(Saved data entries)
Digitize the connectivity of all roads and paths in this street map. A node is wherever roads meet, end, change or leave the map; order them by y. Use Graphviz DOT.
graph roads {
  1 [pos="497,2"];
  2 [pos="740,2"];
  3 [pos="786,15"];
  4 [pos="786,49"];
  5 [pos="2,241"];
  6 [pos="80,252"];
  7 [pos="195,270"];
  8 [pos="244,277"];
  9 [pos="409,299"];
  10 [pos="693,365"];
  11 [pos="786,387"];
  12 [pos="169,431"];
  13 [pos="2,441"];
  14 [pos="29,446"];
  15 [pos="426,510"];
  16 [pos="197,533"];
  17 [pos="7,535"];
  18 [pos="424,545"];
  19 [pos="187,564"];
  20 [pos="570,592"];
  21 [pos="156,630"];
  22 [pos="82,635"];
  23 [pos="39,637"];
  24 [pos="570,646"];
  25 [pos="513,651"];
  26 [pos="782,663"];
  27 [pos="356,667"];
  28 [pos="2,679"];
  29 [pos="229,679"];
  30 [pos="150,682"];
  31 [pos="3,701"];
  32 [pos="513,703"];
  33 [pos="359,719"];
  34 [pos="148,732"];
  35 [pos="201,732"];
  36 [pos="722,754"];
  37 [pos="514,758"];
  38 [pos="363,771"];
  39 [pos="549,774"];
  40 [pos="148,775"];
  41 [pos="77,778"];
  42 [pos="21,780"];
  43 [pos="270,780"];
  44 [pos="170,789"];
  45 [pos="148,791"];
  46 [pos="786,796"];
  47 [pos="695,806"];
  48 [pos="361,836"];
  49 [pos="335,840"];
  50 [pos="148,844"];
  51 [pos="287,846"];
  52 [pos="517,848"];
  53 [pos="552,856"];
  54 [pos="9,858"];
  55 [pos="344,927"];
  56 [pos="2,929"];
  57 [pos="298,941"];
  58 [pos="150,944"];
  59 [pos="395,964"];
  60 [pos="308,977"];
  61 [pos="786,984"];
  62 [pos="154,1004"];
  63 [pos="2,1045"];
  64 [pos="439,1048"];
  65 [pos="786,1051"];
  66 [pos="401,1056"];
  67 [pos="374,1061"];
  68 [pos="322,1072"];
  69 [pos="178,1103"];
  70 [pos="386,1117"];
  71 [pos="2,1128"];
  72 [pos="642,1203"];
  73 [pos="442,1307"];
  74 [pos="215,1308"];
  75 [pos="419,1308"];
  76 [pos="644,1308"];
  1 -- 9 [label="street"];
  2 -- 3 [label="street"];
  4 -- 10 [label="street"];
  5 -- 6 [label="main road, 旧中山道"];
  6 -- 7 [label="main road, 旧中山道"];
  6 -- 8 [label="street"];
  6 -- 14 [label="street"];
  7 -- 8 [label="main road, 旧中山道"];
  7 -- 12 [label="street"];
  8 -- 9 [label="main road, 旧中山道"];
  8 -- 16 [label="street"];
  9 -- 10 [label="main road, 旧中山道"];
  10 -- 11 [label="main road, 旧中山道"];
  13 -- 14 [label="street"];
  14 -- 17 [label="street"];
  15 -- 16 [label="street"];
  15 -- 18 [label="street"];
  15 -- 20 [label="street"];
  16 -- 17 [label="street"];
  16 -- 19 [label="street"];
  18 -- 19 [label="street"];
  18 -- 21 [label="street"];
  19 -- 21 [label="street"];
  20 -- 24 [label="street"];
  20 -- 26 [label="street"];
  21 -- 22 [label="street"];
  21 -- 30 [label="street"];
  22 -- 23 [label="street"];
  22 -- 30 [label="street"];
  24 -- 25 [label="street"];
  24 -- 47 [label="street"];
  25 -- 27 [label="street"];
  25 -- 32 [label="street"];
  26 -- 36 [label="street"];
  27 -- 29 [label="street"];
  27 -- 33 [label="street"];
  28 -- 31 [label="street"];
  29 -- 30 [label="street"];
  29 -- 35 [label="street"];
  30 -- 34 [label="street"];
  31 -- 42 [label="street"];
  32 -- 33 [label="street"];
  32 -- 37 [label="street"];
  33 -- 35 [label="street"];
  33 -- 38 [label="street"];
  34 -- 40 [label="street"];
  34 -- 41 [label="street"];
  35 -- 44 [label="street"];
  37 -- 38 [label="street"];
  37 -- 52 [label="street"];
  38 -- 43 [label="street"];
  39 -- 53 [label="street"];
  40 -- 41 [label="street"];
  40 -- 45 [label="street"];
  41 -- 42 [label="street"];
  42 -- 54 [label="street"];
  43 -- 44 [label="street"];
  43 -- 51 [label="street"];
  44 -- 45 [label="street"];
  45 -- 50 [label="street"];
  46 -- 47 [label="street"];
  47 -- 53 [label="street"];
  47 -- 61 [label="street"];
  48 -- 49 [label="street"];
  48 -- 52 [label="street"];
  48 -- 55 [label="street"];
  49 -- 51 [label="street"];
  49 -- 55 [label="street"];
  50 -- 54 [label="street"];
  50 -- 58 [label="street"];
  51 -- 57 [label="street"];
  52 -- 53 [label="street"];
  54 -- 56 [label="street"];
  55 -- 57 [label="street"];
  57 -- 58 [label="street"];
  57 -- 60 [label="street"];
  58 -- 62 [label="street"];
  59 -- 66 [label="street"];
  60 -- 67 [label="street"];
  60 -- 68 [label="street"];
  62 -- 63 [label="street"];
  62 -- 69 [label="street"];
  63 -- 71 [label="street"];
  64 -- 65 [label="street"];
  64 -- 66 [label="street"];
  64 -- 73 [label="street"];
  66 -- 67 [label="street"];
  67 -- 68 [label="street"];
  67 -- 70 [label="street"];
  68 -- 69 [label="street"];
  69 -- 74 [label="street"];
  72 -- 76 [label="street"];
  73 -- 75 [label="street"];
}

EXERCISE REQUIREMENTS: Above are the records; retype every one exactly.

RESULT OF THIS TASK:
Digitize the connectivity of all roads and paths in this street map. A node is wherever roads meet, end, change or leave the map; order them by y. Use Graphviz DOT.
graph roads {
  1 [pos="497,2"];
  2 [pos="740,2"];
  3 [pos="786,15"];
  4 [pos="786,49"];
  5 [pos="2,241"];
  6 [pos="80,252"];
  7 [pos="195,270"];
  8 [pos="244,277"];
  9 [pos="409,299"];
  10 [pos="693,365"];
  11 [pos="786,387"];
  12 [pos="169,431"];
  13 [pos="2,441"];
  14 [pos="29,446"];
  15 [pos="426,510"];
  16 [pos="197,533"];
  17 [pos="7,535"];
  18 [pos="424,545"];
  19 [pos="187,564"];
  20 [pos="570,592"];
  21 [pos="156,630"];
  22 [pos="82,635"];
  23 [pos="39,637"];
  24 [pos="570,646"];
  25 [pos="513,651"];
  26 [pos="782,663"];
  27 [pos="356,667"];
  28 [pos="2,679"];
  29 [pos="229,679"];
  30 [pos="150,682"];
  31 [pos="3,701"];
  32 [pos="513,703"];
  33 [pos="359,719"];
  34 [pos="148,732"];
  35 [pos="201,732"];
  36 [pos="722,754"];
  37 [pos="514,758"];
  38 [pos="363,771"];
  39 [pos="549,774"];
  40 [pos="148,775"];
  41 [pos="77,778"];
  42 [pos="21,780"];
  43 [pos="270,780"];
  44 [pos="170,789"];
  45 [pos="148,791"];
  46 [pos="786,796"];
  47 [pos="695,806"];
  48 [pos="361,836"];
  49 [pos="335,840"];
  50 [pos="148,844"];
  51 [pos="287,846"];
  52 [pos="517,848"];
  53 [pos="552,856"];
  54 [pos="9,858"];
  55 [pos="344,927"];
  56 [pos="2,929"];
  57 [pos="298,941"];
  58 [pos="150,944"];
  59 [pos="395,964"];
  60 [pos="308,977"];
  61 [pos="786,984"];
  62 [pos="154,1004"];
  63 [pos="2,1045"];
  64 [pos="439,1048"];
  65 [pos="786,1051"];
  66 [pos="401,1056"];
  67 [pos="374,1061"];
  68 [pos="322,1072"];
  69 [pos="178,1103"];
  70 [pos="386,1117"];
  71 [pos="2,1128"];
  72 [pos="642,1203"];
  73 [pos="442,1307"];
  74 [pos="215,1308"];
  75 [pos="419,1308"];
  76 [pos="644,1308"];
  1 -- 9 [label="street"];
  2 -- 3 [label="street"];
  4 -- 10 [label="street"];
  5 -- 6 [label="main road, 旧中山道"];
  6 -- 7 [label="main road, 旧中山道"];
  6 -- 8 [label="street"];
  6 -- 14 [label="street"];
  7 -- 8 [label="main road, 旧中山道"];
  7 -- 12 [label="street"];
  8 -- 9 [label="main road, 旧中山道"];
  8 -- 16 [label="street"];
  9 -- 10 [label="main road, 旧中山道"];
  10 -- 11 [label="main road, 旧中山道"];
  13 -- 14 [label="street"];
  14 -- 17 [label="street"];
  15 -- 16 [label="street"];
  15 -- 18 [label="street"];
  15 -- 20 [label="street"];
  16 -- 17 [label="street"];
  16 -- 19 [label="street"];
  18 -- 19 [label="street"];
  18 -- 21 [label="street"];
  19 -- 21 [label="street"];
  20 -- 24 [label="street"];
  20 -- 26 [label="street"];
  21 -- 22 [label="street"];
  21 -- 30 [label="street"];
  22 -- 23 [label="street"];
  22 -- 30 [label="street"];
  24 -- 25 [label="street"];
  24 -- 47 [label="street"];
  25 -- 27 [label="street"];
  25 -- 32 [label="street"];
  26 -- 36 [label="street"];
  27 -- 29 [label="street"];
  27 -- 33 [label="street"];
  28 -- 31 [label="street"];
  29 -- 30 [label="street"];
  29 -- 35 [label="street"];
  30 -- 34 [label="street"];
  31 -- 42 [label="street"];
  32 -- 33 [label="street"];
  32 -- 37 [label="street"];
  33 -- 35 [label="street"];
  33 -- 38 [label="street"];
  34 -- 40 [label="street"];
  34 -- 41 [label="street"];
  35 -- 44 [label="street"];
  37 -- 38 [label="street"];
  37 -- 52 [label="street"];
  38 -- 43 [label="street"];
  39 -- 53 [label="street"];
  40 -- 41 [label="street"];
  40 -- 45 [label="street"];
  41 -- 42 [label="street"];
  42 -- 54 [label="street"];
  43 -- 44 [label="street"];
  43 -- 51 [label="street"];
  44 -- 45 [label="street"];
  45 -- 50 [label="street"];
  46 -- 47 [label="street"];
  47 -- 53 [label="street"];
  47 -- 61 [label="street"];
  48 -- 49 [label="street"];
  48 -- 52 [label="street"];
  48 -- 55 [label="street"];
  49 -- 51 [label="street"];
  49 -- 55 [label="street"];
  50 -- 54 [label="street"];
  50 -- 58 [label="street"];
  51 -- 57 [label="street"];
  52 -- 53 [label="street"];
  54 -- 56 [label="street"];
  55 -- 57 [label="street"];
  57 -- 58 [label="street"];
  57 -- 60 [label="street"];
  58 -- 62 [label="street"];
  59 -- 66 [label="street"];
  60 -- 67 [label="street"];
  60 -- 68 [label="street"];
  62 -- 63 [label="street"];
  62 -- 69 [label="street"];
  63 -- 71 [label="street"];
  64 -- 65 [label="street"];
  64 -- 66 [label="street"];
  64 -- 73 [label="street"];
  66 -- 67 [label="street"];
  67 -- 68 [label="street"];
  67 -- 70 [label="street"];
  68 -- 69 [label="street"];
  69 -- 74 [label="street"];
  72 -- 76 [label="street"];
  73 -- 75 [label="street"];
}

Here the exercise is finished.